Each line in the entries below that holds the string "Privada" must be copied.
━━━━━ RECORD EXTRACTS ━━━━━
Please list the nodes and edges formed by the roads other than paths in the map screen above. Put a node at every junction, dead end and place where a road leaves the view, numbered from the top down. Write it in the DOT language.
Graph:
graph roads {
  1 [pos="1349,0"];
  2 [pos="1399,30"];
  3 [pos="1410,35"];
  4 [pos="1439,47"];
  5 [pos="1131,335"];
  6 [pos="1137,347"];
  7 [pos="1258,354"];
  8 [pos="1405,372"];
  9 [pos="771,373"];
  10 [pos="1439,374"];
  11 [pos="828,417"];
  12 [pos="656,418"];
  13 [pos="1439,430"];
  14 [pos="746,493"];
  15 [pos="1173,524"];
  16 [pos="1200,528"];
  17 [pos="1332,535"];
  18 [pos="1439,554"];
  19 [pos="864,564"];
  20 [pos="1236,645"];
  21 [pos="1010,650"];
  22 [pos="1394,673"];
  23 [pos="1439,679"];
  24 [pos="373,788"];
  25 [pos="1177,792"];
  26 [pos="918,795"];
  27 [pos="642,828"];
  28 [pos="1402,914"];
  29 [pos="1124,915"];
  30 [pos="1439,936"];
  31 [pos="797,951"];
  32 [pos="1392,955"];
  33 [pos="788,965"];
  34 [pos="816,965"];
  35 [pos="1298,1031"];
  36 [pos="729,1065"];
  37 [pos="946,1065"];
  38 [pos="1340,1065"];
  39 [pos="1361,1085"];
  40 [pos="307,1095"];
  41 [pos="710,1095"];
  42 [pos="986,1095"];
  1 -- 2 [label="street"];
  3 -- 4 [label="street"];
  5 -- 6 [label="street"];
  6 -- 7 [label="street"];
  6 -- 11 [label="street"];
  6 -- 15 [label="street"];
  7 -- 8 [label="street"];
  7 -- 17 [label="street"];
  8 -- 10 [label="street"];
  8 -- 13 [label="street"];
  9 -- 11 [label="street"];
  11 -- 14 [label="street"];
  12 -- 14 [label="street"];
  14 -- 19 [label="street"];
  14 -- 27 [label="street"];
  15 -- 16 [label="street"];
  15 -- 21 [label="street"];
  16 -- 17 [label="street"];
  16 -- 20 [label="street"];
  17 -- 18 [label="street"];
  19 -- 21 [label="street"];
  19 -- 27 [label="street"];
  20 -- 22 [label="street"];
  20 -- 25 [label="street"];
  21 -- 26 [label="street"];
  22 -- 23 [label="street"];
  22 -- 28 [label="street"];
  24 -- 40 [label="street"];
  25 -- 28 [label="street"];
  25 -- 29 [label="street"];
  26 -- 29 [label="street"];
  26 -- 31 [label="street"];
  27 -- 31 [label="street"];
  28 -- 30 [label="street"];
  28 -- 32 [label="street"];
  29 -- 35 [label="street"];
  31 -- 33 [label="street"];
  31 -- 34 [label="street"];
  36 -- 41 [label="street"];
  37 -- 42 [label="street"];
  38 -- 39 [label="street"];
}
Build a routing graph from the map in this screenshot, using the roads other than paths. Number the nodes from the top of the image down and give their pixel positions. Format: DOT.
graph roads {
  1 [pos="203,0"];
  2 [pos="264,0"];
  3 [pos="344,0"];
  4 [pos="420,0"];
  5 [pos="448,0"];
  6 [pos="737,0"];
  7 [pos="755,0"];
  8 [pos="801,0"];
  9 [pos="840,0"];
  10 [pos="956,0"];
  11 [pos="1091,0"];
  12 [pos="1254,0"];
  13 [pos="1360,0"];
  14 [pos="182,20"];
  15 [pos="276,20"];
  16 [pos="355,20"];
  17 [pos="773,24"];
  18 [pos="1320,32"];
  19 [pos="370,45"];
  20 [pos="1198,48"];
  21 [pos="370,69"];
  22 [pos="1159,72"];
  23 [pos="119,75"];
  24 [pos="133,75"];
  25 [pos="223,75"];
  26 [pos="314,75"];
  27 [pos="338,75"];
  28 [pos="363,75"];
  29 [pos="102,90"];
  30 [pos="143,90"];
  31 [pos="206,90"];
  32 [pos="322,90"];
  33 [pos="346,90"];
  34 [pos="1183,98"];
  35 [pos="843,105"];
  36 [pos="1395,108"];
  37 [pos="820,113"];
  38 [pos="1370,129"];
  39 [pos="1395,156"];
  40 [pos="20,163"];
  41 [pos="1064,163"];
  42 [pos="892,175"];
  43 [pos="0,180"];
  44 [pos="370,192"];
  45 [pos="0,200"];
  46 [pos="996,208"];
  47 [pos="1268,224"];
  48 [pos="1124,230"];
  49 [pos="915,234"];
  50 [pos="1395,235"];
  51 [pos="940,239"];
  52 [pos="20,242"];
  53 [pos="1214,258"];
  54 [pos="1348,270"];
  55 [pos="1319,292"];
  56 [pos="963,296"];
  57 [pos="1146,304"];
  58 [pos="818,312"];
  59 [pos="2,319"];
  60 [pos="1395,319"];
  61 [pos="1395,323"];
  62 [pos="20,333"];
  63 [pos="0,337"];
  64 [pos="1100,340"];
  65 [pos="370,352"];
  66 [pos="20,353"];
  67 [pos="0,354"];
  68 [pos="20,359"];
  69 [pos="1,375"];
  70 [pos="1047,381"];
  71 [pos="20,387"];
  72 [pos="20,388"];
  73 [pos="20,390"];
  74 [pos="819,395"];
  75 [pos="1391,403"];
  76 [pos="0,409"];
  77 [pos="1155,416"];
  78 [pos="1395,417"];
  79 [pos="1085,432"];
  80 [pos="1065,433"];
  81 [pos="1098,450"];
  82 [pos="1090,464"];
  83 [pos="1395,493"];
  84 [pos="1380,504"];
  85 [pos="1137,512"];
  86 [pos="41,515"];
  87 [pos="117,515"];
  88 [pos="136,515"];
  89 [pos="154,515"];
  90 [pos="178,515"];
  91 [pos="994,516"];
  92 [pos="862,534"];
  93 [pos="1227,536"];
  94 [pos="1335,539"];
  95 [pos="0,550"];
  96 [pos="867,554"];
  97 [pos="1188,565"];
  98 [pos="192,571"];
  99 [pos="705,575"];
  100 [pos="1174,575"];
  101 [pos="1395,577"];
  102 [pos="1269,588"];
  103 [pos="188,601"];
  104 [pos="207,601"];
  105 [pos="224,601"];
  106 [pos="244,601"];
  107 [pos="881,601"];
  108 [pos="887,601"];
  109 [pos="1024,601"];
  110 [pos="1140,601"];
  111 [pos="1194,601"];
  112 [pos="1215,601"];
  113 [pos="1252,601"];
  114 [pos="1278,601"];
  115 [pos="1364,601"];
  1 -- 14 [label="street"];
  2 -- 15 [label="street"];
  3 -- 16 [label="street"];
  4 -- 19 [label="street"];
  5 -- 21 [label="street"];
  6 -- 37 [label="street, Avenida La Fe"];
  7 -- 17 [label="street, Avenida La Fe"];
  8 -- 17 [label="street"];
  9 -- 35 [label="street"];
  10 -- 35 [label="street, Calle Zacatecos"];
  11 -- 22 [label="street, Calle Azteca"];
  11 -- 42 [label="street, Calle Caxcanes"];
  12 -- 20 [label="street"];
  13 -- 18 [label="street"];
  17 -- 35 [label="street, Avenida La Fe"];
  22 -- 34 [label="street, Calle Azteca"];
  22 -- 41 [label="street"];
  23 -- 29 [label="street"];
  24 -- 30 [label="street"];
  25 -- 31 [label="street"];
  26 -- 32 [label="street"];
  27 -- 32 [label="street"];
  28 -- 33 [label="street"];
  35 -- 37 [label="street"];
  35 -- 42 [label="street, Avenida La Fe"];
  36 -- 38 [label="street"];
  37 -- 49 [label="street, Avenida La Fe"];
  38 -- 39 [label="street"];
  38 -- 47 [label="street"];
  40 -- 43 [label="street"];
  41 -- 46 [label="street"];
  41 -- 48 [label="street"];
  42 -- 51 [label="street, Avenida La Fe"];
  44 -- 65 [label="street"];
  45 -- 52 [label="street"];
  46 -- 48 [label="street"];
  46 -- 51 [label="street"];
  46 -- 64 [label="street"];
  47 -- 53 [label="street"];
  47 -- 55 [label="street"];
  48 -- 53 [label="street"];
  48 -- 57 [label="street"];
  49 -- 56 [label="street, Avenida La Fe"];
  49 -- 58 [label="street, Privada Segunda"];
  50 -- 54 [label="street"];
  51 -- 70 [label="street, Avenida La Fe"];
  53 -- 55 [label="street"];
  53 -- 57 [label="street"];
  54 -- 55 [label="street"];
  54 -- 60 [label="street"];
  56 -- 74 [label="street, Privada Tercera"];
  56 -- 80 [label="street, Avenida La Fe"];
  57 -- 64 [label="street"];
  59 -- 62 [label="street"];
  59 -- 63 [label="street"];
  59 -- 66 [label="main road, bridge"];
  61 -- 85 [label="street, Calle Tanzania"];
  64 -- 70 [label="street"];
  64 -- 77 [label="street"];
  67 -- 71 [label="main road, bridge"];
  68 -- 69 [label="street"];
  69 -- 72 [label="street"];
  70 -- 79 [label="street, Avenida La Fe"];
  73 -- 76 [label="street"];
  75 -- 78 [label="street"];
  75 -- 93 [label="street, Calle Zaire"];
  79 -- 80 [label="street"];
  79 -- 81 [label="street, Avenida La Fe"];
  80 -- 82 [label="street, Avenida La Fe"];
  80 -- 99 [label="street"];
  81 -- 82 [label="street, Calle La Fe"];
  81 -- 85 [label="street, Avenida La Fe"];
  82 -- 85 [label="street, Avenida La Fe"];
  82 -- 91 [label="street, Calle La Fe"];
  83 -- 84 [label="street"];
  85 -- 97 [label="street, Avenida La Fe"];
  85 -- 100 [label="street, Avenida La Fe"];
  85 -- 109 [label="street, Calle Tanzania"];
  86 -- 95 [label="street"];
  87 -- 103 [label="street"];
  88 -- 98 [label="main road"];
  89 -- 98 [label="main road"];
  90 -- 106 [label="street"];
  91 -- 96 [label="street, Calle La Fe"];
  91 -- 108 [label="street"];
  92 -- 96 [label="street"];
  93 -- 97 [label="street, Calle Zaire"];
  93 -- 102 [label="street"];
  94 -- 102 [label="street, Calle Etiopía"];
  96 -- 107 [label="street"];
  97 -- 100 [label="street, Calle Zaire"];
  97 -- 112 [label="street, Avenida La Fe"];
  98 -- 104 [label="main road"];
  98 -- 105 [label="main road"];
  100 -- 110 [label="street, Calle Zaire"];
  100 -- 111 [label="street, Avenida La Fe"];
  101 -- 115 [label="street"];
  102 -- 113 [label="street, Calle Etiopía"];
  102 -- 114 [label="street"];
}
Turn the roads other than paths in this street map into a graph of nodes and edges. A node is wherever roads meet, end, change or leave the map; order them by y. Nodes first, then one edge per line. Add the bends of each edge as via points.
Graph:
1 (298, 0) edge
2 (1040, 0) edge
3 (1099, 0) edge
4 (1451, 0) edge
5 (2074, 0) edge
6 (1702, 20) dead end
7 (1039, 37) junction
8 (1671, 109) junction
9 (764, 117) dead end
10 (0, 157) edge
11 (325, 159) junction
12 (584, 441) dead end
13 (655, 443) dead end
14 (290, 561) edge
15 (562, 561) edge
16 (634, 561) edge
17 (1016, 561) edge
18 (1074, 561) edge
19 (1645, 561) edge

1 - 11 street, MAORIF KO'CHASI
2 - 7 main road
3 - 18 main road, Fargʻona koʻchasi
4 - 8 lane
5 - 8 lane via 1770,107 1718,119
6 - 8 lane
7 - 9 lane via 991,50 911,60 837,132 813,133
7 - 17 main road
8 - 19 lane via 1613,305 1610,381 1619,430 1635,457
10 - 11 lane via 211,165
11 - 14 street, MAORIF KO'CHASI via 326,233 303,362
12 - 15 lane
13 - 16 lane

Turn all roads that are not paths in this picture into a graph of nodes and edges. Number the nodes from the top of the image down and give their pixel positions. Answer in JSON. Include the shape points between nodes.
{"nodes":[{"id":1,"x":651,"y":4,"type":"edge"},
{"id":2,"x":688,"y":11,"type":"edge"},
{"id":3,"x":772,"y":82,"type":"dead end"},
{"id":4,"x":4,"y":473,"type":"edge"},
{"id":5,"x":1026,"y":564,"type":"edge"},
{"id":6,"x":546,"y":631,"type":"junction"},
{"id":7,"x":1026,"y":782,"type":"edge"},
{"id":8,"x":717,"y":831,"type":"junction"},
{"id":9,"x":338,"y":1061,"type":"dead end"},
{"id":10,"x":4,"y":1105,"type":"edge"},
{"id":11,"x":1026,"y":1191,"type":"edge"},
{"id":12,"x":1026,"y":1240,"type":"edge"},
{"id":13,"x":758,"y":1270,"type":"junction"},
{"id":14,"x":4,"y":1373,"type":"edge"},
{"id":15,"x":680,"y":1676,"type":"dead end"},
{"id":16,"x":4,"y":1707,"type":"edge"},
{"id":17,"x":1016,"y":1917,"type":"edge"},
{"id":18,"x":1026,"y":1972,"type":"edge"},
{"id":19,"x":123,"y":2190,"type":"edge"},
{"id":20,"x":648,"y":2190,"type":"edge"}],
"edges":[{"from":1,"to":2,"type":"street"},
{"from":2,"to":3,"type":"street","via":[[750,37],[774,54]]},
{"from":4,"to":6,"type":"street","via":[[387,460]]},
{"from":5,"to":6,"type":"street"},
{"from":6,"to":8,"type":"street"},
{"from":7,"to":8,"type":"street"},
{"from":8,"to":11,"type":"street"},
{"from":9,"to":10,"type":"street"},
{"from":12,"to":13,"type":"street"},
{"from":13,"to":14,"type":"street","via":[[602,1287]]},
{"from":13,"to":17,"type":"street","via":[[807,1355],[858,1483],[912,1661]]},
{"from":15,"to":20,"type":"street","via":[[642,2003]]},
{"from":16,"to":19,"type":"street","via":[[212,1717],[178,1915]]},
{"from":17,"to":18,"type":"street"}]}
━━━━━
ANSWER TO THIS TASK
  49 -- 58 [label="street, Privada Segunda"];
  56 -- 74 [label="street, Privada Tercera"];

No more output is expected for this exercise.